On Thu, Oct 18, 2018 at 9:37 AM robert engels <[email protected]> wrote:
>
> That is true, it would be done that way, so not an issue. Sorry for the
> tangent.
>
> I still don’t understand when ‘like T’ when T is a concrete type. It seems
> daunting, unless you use the containment as outlined previously - but a X
> containing T, is far different than X being a T, and I am not sure the
> semantics of the function will hold.
>
> Imagine a
>
> type Node struct {
> link *Node
> }
>
> then you have a linked list
>
> type LinkedList struct {
> head *node
> }
>
> with
>
> func (LinkedList *) Add(n like Node){ blah..}
>
> passing a
>
> struct MyNode {
> Node
> value int
> }
>
> will not work, because the reference passed to Add() points to inner instance.
In this example, neither LinkedList nor Node are templates, but Add is
a template. Let's try to write the Add function.
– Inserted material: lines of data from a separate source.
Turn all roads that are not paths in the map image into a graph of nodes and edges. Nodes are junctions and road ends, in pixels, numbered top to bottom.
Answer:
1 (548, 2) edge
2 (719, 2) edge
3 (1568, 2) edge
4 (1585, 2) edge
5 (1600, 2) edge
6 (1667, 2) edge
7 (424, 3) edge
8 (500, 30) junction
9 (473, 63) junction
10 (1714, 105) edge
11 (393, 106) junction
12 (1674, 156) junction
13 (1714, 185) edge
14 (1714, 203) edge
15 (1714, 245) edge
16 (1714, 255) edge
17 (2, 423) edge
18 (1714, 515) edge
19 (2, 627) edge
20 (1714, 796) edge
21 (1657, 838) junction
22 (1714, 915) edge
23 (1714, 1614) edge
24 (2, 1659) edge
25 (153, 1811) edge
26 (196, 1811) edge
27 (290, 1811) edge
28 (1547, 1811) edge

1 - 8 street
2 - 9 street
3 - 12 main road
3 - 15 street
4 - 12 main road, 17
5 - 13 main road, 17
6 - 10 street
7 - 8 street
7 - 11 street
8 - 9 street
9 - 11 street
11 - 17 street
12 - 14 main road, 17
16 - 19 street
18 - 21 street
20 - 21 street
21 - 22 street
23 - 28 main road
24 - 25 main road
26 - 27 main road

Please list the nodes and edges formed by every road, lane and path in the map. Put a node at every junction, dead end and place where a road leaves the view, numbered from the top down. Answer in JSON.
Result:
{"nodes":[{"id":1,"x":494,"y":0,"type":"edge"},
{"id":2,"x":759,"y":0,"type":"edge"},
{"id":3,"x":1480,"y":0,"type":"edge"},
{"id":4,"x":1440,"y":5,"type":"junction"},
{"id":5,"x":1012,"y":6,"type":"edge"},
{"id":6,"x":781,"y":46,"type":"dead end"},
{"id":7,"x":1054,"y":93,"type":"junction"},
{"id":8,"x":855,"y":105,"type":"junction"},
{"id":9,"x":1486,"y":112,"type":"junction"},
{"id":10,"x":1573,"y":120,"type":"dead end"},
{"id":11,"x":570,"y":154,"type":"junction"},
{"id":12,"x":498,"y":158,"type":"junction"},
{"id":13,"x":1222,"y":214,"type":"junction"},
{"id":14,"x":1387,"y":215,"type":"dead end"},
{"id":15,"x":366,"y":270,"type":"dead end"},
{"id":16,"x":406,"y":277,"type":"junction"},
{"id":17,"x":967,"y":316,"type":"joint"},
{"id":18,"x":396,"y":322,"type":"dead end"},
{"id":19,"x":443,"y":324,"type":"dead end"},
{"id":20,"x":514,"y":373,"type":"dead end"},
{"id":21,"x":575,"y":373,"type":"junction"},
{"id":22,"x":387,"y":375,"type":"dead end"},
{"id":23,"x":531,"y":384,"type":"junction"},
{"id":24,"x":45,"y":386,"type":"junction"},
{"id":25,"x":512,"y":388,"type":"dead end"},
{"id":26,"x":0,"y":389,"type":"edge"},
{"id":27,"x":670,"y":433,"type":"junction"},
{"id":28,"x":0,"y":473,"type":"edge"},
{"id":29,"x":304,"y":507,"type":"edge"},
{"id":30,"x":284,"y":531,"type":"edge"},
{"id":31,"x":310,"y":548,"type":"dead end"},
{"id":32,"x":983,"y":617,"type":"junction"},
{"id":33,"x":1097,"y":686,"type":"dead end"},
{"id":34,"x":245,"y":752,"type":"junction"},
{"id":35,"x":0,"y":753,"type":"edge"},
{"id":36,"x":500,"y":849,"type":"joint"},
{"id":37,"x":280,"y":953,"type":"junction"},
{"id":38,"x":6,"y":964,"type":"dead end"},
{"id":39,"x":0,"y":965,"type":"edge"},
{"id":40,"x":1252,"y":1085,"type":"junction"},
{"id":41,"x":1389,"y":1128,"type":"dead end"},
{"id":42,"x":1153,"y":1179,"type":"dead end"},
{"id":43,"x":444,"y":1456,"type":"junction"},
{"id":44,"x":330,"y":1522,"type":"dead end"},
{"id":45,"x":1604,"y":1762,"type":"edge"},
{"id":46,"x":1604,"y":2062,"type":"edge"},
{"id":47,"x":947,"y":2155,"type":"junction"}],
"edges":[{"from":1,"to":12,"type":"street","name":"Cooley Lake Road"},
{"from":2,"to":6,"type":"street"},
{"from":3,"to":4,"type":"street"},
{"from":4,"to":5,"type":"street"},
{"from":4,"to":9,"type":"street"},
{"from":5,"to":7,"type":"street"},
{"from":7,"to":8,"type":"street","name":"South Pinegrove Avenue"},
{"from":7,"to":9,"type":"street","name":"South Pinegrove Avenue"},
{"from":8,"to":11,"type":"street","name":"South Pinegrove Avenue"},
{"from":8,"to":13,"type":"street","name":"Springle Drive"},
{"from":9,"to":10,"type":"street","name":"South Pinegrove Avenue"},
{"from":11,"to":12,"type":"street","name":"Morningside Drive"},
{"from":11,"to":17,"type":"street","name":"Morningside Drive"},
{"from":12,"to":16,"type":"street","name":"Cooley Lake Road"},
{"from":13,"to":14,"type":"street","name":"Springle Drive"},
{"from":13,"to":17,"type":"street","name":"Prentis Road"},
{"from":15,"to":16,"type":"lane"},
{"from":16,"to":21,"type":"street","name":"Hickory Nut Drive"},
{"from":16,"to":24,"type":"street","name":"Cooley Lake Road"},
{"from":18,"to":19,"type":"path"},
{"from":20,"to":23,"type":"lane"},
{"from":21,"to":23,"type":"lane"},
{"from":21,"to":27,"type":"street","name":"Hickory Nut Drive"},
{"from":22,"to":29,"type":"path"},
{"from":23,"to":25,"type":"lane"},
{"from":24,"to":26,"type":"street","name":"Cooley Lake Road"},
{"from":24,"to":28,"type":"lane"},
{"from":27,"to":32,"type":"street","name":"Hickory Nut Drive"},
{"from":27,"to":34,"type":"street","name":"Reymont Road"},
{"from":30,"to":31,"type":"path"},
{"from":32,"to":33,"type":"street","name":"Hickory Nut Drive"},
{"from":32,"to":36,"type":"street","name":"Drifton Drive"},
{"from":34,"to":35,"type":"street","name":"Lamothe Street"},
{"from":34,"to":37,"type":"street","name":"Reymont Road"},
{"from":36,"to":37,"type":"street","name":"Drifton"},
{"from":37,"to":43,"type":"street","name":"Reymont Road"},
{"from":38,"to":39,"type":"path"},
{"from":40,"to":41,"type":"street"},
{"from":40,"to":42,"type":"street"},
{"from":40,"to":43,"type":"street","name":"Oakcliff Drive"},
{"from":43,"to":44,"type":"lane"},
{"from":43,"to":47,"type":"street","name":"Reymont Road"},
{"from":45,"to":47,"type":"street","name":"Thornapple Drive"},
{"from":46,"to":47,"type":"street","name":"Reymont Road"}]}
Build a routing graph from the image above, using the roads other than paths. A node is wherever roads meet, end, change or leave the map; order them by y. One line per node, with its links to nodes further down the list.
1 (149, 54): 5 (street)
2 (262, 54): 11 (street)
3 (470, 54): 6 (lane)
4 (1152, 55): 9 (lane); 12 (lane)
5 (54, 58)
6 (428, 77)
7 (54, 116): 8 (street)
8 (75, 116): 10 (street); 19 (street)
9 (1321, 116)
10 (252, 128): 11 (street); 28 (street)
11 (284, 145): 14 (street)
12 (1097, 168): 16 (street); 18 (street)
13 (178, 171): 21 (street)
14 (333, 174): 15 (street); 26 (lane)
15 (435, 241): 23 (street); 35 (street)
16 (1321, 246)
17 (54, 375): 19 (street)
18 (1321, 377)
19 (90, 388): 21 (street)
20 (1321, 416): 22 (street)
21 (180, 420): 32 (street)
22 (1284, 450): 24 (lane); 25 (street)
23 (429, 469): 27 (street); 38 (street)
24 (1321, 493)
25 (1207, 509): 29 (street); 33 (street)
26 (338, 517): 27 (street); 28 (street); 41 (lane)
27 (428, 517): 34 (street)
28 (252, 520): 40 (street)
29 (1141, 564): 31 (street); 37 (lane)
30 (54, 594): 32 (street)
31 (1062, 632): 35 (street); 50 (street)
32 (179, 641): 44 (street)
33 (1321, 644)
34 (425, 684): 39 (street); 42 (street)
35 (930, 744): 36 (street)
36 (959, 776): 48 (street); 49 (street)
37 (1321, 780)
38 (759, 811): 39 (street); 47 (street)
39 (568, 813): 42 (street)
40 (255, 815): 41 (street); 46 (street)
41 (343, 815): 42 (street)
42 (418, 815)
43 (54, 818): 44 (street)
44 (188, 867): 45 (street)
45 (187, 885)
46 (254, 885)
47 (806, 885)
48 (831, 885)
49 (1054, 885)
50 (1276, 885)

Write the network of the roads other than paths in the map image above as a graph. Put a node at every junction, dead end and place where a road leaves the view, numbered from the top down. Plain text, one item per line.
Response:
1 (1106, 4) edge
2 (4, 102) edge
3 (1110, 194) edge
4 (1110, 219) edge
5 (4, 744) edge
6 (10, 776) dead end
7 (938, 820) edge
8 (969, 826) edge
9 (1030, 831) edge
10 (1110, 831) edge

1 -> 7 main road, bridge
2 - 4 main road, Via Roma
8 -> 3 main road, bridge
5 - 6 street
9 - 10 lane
func (l *LinkedList) Add(n type *T like(Node)) {
if l.head==nil {
l.head=n
n.link=nil
return
}
tail:=l.head
for tail.link!=nil {
tail=tail.link
}
n.link=nil
tail.link=n
}
This should compile for:
l.Add(&MyNode{value:1})
if private values of MyNode is accessible where it is used. That means
the following won't work:
package A
struct MyNode {private fields}
package B
l.Add(&A.MyNode{})
However, if private fields of MyNode is accessible where Add() is
instantiated, Add should compile without any errors.
>
> you would need to create:
>
> struct MyNode {
> Link *Node
> value int
> }
>
> and make link exported - meaning you need to understand the internal details
> of LinkedList in order to use it.
>
> At least I think so… :)
>
>
>
>
>
>
> > On Oct 18, 2018, at 10:03 AM, Burak Serdar <[email protected]> wrote:
> >
> > On Thu, Oct 18, 2018 at 8:53 AM Robert Engels <[email protected]> wrote:
> >>
> >>
> >>
> >>> On Oct 18, 2018, at 9:41 AM, Burak Serdar <[email protected]> wrote:
> >>>
> >>> If X is a struct type, any type implementing all the methods of X and
> >>> containing all the fields of X can be substituted
> >>
> >> The above is the problem. This almost certainly requires dynamic access to
> >> fields, essentially making all method and field access dynamic, and I
> >> don’t think the Go performance hounds will go for it. I am
> >
> > I don't understand this concern either.
> >
> > func F(in like T)
> >
> > is a template. When the compiler instantiates F with a concrete type
> > T, a new copy of F is compiled using that type. There is no dynamic
> > access involved there, everything is statically resolved.
> >
> > not even certain it can be done without runtime reflection.
> >>
> >> But still a developer having to create a Bar with all of the exported
> >> methods and fields of Foo seems daunting.